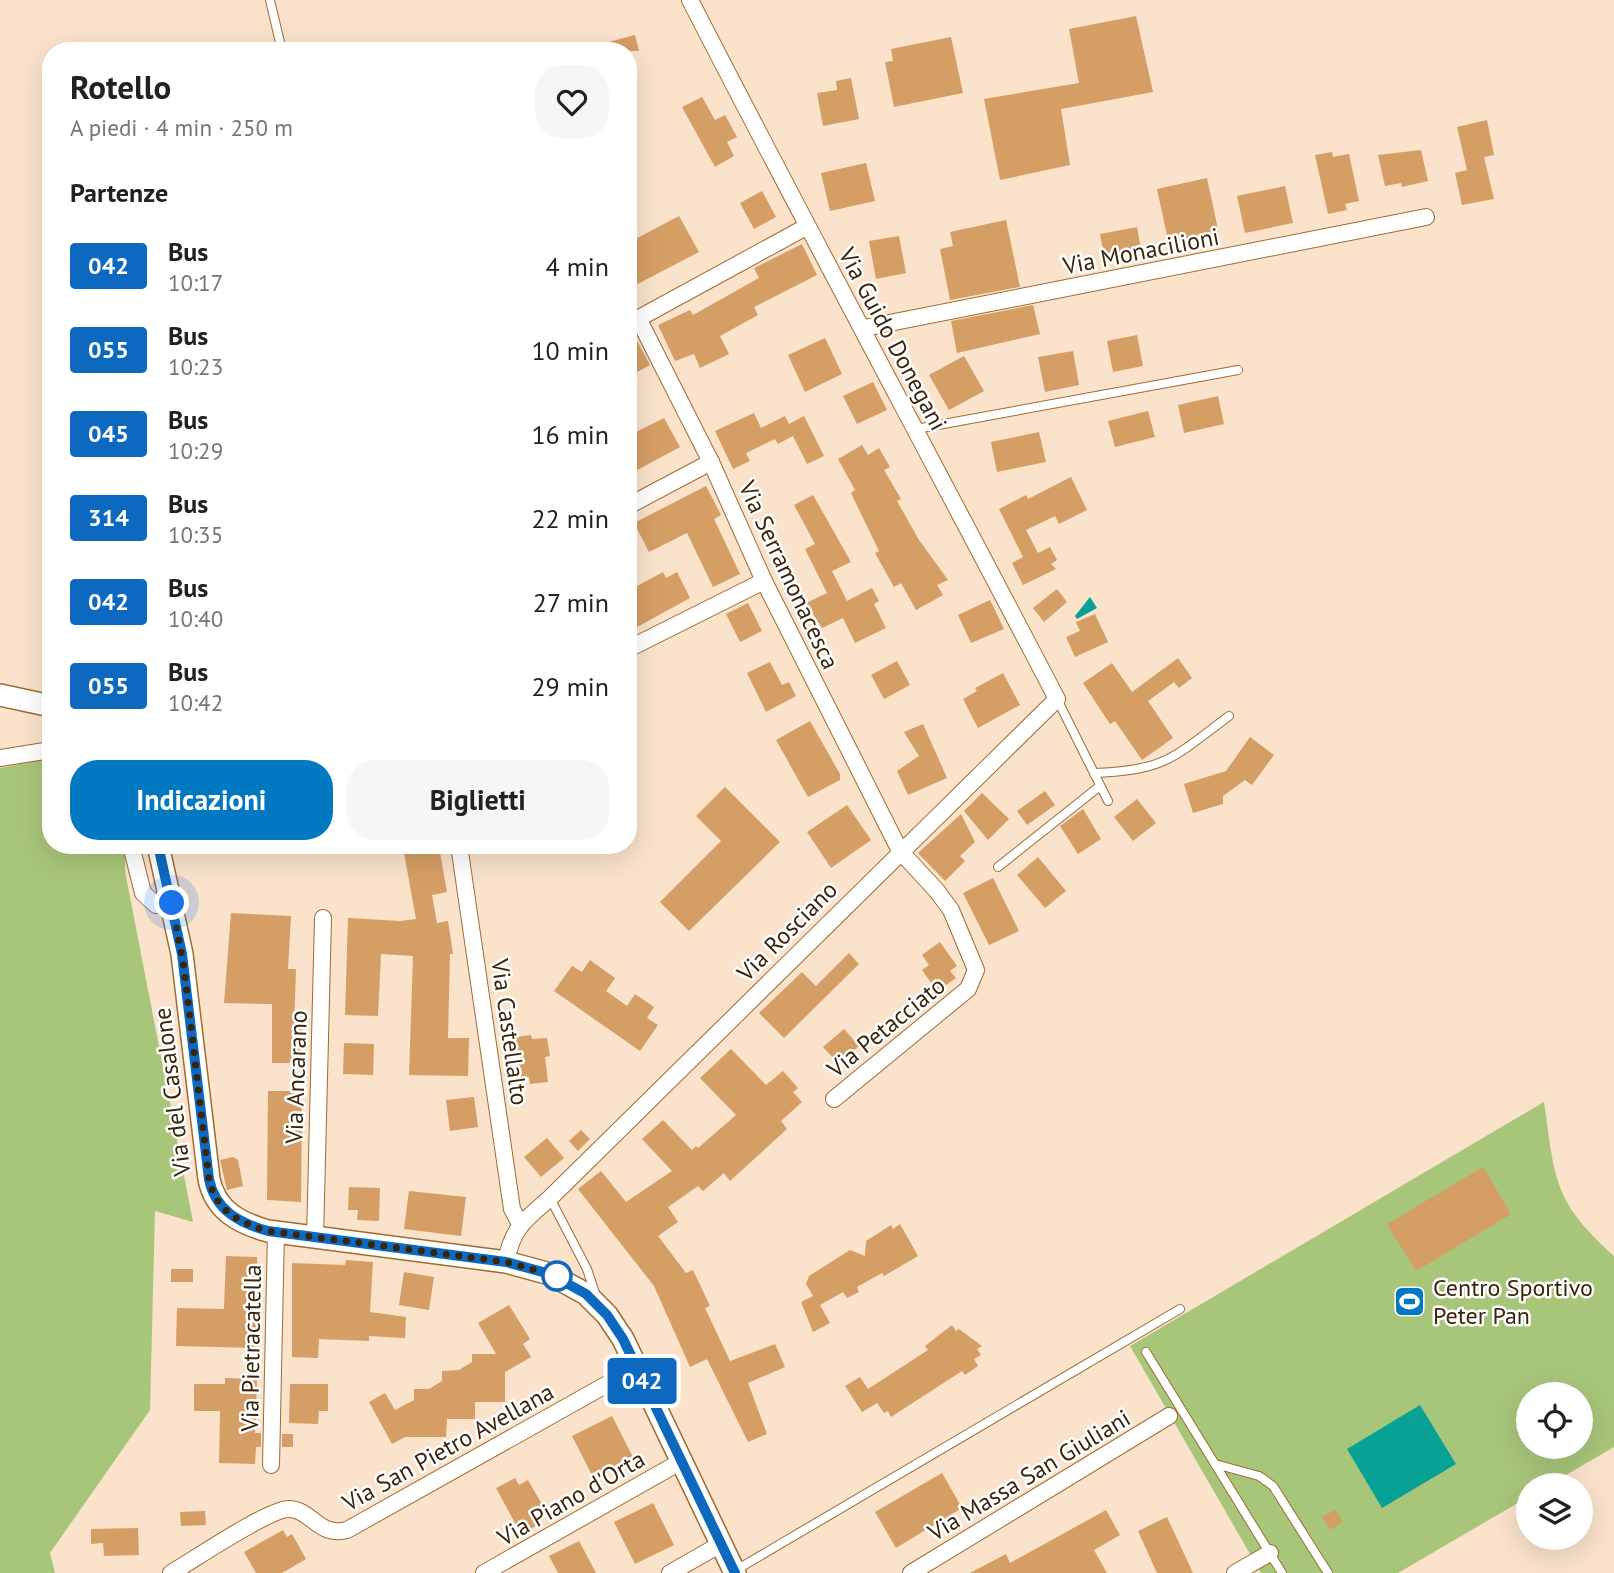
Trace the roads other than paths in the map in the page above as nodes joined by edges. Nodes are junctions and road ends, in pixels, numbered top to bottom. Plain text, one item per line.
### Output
1 (270, 0) edge
2 (690, 0) edge
3 (280, 42) edge
4 (1426, 217) dead end
5 (806, 227) junction
6 (637, 319) edge
7 (637, 328) edge
8 (864, 328) junction
9 (1238, 370) dead end
10 (916, 429) junction
11 (711, 461) junction
12 (637, 501) edge
13 (764, 581) junction
14 (637, 644) edge
15 (0, 695) edge
16 (1057, 699) junction
17 (42, 704) edge
18 (1229, 716) dead end
19 (42, 751) edge
20 (0, 758) edge
21 (1094, 773) junction
22 (1100, 786) junction
23 (1108, 801) dead end
24 (900, 851) junction
25 (133, 854) edge
26 (160, 854) edge
27 (460, 854) edge
28 (998, 867) dead end
29 (172, 903) junction
30 (323, 918) dead end
31 (834, 1099) dead end
32 (550, 1198) junction
33 (520, 1224) junction
34 (276, 1232) junction
35 (315, 1238) junction
36 (506, 1262) junction
37 (600, 1307) junction
38 (1180, 1309) dead end
39 (1146, 1352) dead end
40 (636, 1368) junction
41 (1170, 1416) dead end
42 (680, 1462) junction
43 (1215, 1464) junction
44 (271, 1465) dead end
45 (721, 1544) junction
46 (1269, 1553) junction
47 (734, 1572) edge
48 (171, 1573) edge
49 (484, 1573) edge
50 (670, 1573) edge
51 (911, 1573) edge
52 (1235, 1573) edge
53 (1282, 1573) edge
54 (1328, 1573) edge

1 - 3 lane
2 - 5 street, Via Guido Donegani
4 - 8 street, Via Monacilioni
5 - 6 street
5 - 8 street, Via Guido Donegani
7 - 11 street, Via Serramonacesca
8 - 10 street, Via Guido Donegani
9 - 10 lane
10 - 16 street, Via Guido Donegani
11 - 12 street
11 - 13 street, Via Serramonacesca
13 - 14 street
13 - 24 street, Via Serramonacesca
15 - 17 street
16 - 21 lane
16 - 24 street, Via Rosciano
18 - 21 lane
19 - 20 street
21 - 22 lane
22 - 23 lane
22 - 28 lane
24 - 31 street, Via Petacciato
24 - 32 street, Via Rosciano
25 - 29 street
26 - 29 street, Via del Casalone
27 - 33 street, Via Castellalto
29 - 34 street, Via del Casalone
30 - 35 street, Via Ancarano
32 - 33 street, Via Rosciano
32 - 37 lane
33 - 36 street
34 - 35 street, Via del Casalone
34 - 44 street, Via Pietracatella
35 - 36 street, Via del Casalone
36 - 37 street, Via del Casalone
37 - 40 street, Via del Casalone
38 - 47 lane
39 - 43 lane
40 - 42 street, Via del Casalone
40 - 48 street, Via San Pietro Avellana
41 - 51 street, Via Massa San Giuliani
42 - 45 street, Via del Casalone
42 - 49 street, Via Piano d'Orta
43 - 46 lane
43 - 54 lane
45 - 47 street, Via del Casalone
45 - 50 street
46 - 52 street
46 - 53 lane

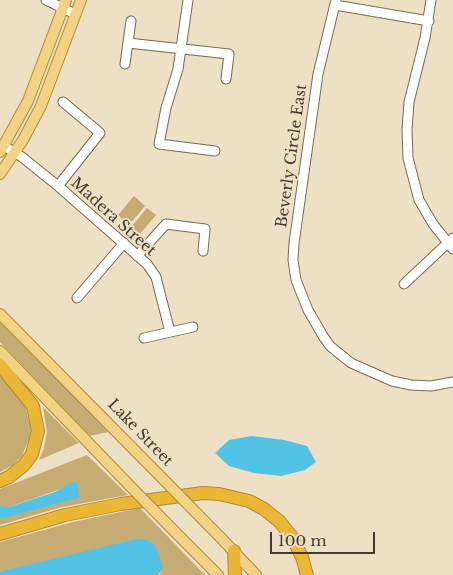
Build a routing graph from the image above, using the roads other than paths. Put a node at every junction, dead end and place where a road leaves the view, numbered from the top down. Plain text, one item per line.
1 (46, 0) edge
2 (81, 0) edge
3 (188, 0) edge
4 (432, 0) edge
5 (335, 3) edge
6 (64, 4) edge
7 (75, 14) junction
8 (131, 21) dead end
9 (429, 21) junction
10 (128, 43) junction
11 (181, 48) junction
12 (126, 64) dead end
13 (226, 79) dead end
14 (63, 102) dead end
15 (2, 149) edge
16 (215, 151) dead end
17 (15, 153) junction
18 (0, 174) edge
19 (58, 186) junction
20 (124, 243) junction
21 (451, 244) edge
22 (203, 251) dead end
23 (138, 256) junction
24 (404, 284) dead end
25 (77, 298) dead end
26 (0, 314) edge
27 (193, 327) dead end
28 (170, 332) junction
29 (144, 338) dead end
30 (0, 351) edge
31 (0, 365) edge
32 (453, 382) edge
33 (0, 481) edge
34 (0, 534) edge
35 (234, 552) junction
36 (218, 575) edge
37 (234, 575) edge
38 (256, 575) edge
39 (308, 575) edge

1 - 6 street
2 - 7 main road
3 - 11 street
4 - 9 street
5 - 9 street
5 - 32 street, Beverly Circle East
6 - 7 street
6 - 15 main road
7 - 17 main road
8 - 10 street
9 - 21 street
10 - 11 street
10 - 12 street
11 - 13 street
11 - 16 street
14 - 19 street
15 - 17 street, Madera Street
17 - 18 main road
17 - 19 street, Madera Street
19 - 20 street, Madera Street
20 - 23 street, Madera Street
20 - 25 street
21 - 24 street
22 - 23 street
23 - 28 street, Madera Street
26 - 35 main road, Lake Street, bridge
27 - 28 street
28 - 29 street
30 - 36 main road, bridge
31 - 33 highway
34 - 39 highway
35 - 37 highway
35 - 38 main road, Lake Street

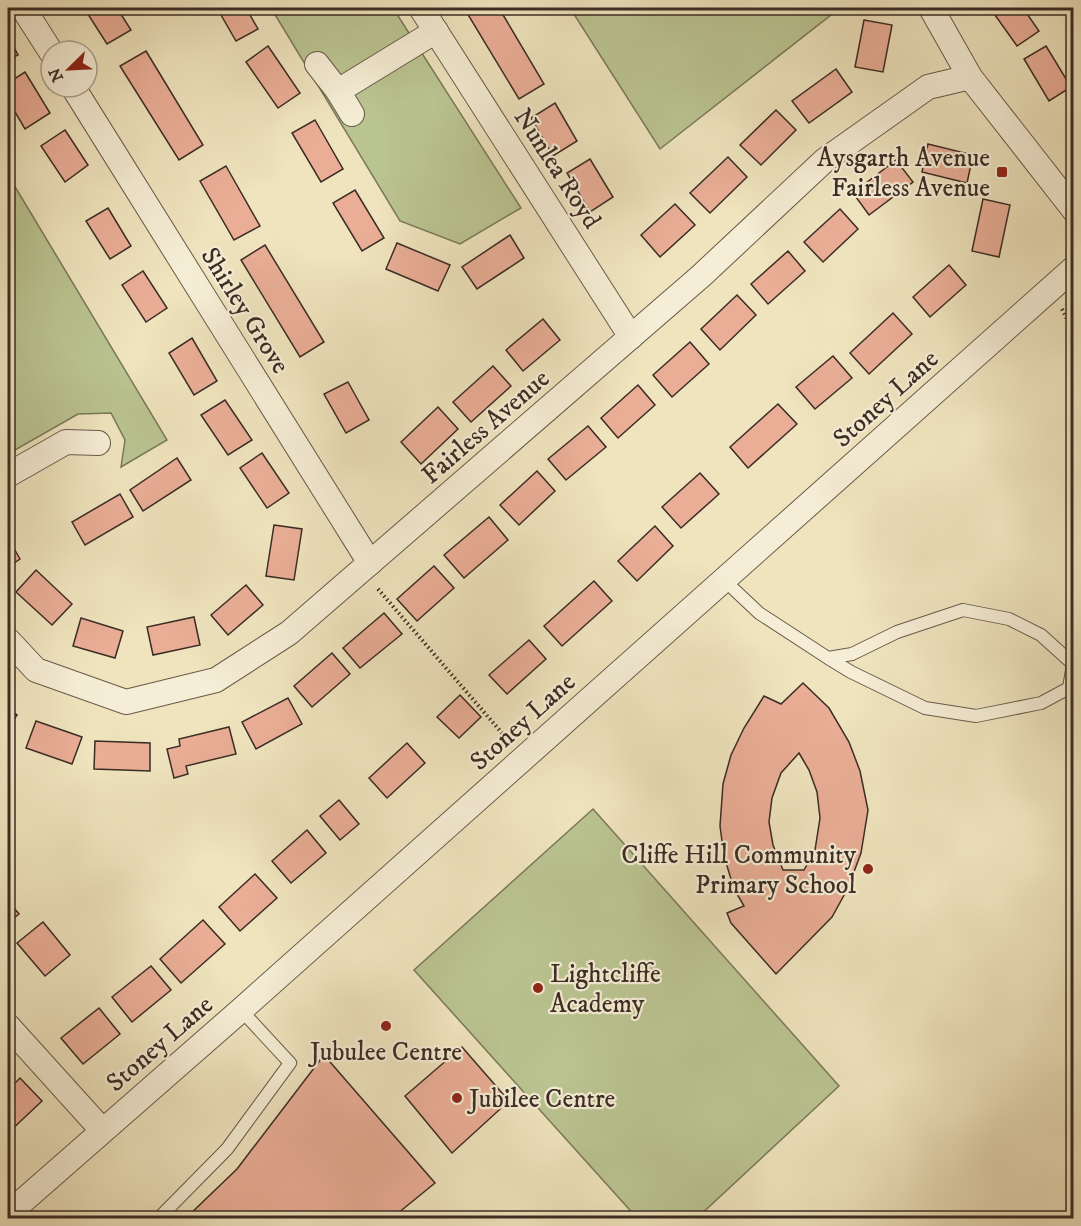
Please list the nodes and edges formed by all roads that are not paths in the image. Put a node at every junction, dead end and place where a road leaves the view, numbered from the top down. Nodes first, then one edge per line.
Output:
1 (23, 8) edge
2 (421, 8) edge
3 (931, 8) edge
4 (436, 30) junction
5 (43, 39) edge
6 (317, 64) dead end
7 (970, 77) junction
8 (338, 90) junction
9 (80, 99) edge
10 (352, 114) dead end
11 (1074, 210) edge
12 (1074, 268) edge
13 (631, 337) junction
14 (98, 443) dead end
15 (8, 475) edge
16 (370, 563) junction
17 (724, 580) junction
18 (8, 640) edge
19 (828, 658) junction
20 (241, 1010) junction
21 (8, 1026) edge
22 (102, 1130) junction
23 (8, 1214) edge
24 (159, 1218) edge

1 - 5 street
2 - 4 street, Nunlea Royd
3 - 7 street
4 - 8 street
4 - 13 street, Nunlea Royd
6 - 8 street
7 - 11 street
7 - 13 street, Fairless Avenue
8 - 10 street
9 - 16 street, Shirley Grove
12 - 17 street, Stoney Lane
13 - 16 street, Fairless Avenue
14 - 15 street
16 - 18 street, Fairless Avenue
17 - 19 lane
17 - 20 street, Stoney Lane
19 - 19 lane
20 - 22 street, Stoney Lane
20 - 24 lane
21 - 22 street
22 - 23 street, Stoney Lane

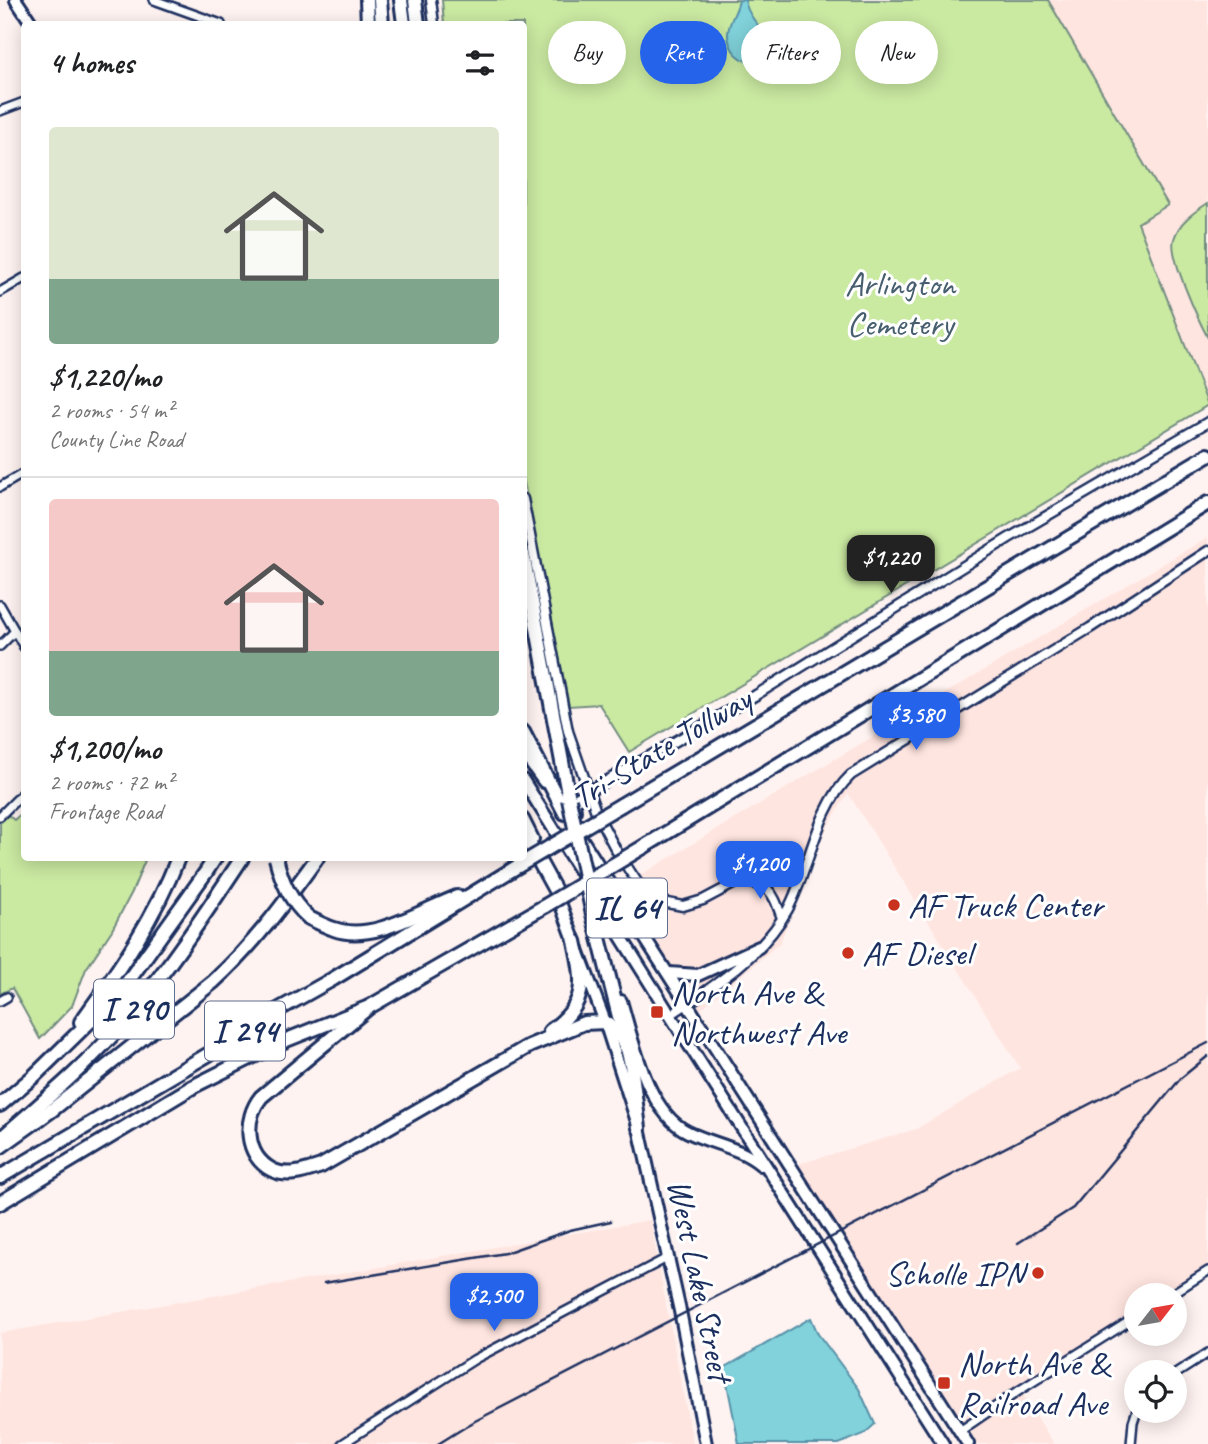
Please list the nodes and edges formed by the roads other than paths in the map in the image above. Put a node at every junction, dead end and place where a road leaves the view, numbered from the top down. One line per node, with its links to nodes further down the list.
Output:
1 (16, 0): 8 (main road)
2 (154, 0): 9 (street)
3 (367, 0): 10 (highway)
4 (380, 0): 11 (highway)
5 (401, 0): 12 (highway)
6 (415, 0): 13 (highway)
7 (431, 0): 14 (street)
8 (30, 21)
9 (213, 21)
10 (369, 21)
11 (382, 21)
12 (404, 21)
13 (418, 21)
14 (434, 21)
15 (21, 103): 16 (street)
16 (0, 111)
17 (21, 280): 18 (street)
18 (0, 292)
19 (1208, 422): 34 (street)
20 (1208, 455): 46 (highway, Tri-State Tollway / I 294, bridge)
21 (21, 475): 22 (street)
22 (0, 487)
23 (1208, 503): 57 (highway, I 294, bridge)
24 (527, 520): 34 (street)
25 (1208, 551): 47 (street)
26 (527, 576): 36 (highway)
27 (0, 605): 28 (street)
28 (15, 631): 29 (street); 30 (street)
29 (21, 642)
30 (0, 646)
31 (527, 738): 36 (highway)
32 (527, 758): 36 (main road, IL 64)
33 (527, 786): 58 (main road, IL 64)
34 (589, 791): 36 (main road); 48 (street)
35 (21, 795): 37 (street)
36 (570, 808): 51 (highway, bridge); 55 (main road, IL 64)
37 (0, 816)
38 (527, 828): 50 (main road, West Lake Street)
39 (527, 839): 50 (highway)
40 (177, 861): 62 (highway)
41 (213, 861): 62 (highway, I 290)
42 (240, 861): 65 (highway, I 290)
43 (276, 861): 49 (highway, bridge)
44 (315, 861): 66 (highway)
45 (526, 861): 49 (highway, Tri-State Tollway / I 294, bridge)
46 (527, 861)
47 (805, 866): 48 (street); 52 (street)
48 (741, 881): 52 (street)
49 (490, 884): 68 (highway, Tri-State Tollway / I 294)
50 (557, 894): 53 (main road, West Lake Street)
51 (594, 908): 61 (highway); 67 (main road)
52 (782, 918): 54 (street)
53 (575, 941): 59 (main road, West Lake Street); 60 (highway)
54 (759, 947): 55 (main road); 56 (street)
55 (668, 973): 56 (main road, IL 64)
56 (688, 1003): 58 (street); 77 (main road, IL 64)
57 (369, 1007): 60 (highway); 69 (highway, I 294)
58 (670, 1015): 67 (main road, IL 64)
59 (605, 1022): 60 (highway); 61 (highway); 64 (main road, West Lake Street)
60 (529, 1046)
61 (626, 1047): 64 (highway)
62 (61, 1050): 63 (highway, I 290)
63 (0, 1105)
64 (639, 1128): 70 (main road, West Lake Street)
65 (0, 1139)
66 (0, 1147)
67 (770, 1173): 78 (main road, IL 64)
68 (0, 1177)
69 (0, 1203)
70 (667, 1258): 79 (street); 80 (main road, West Lake Street)
71 (1208, 1271): 72 (street)
72 (1187, 1284)
73 (1124, 1325): 77 (street)
74 (1206, 1357): 75 (street)
75 (1187, 1368)
76 (1133, 1423): 82 (street)
77 (960, 1431): 78 (main road); 81 (main road, IL 64)
78 (942, 1443)
79 (342, 1444)
80 (706, 1444)
81 (968, 1444)
82 (1131, 1444)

§ §

--- Assignment ---
Each line above that contains the word "Madera" should be copied.

--- Task answer ---
15 - 17 street, Madera Street
17 - 19 street, Madera Street
19 - 20 street, Madera Street
20 - 23 street, Madera Street
23 - 28 street, Madera Street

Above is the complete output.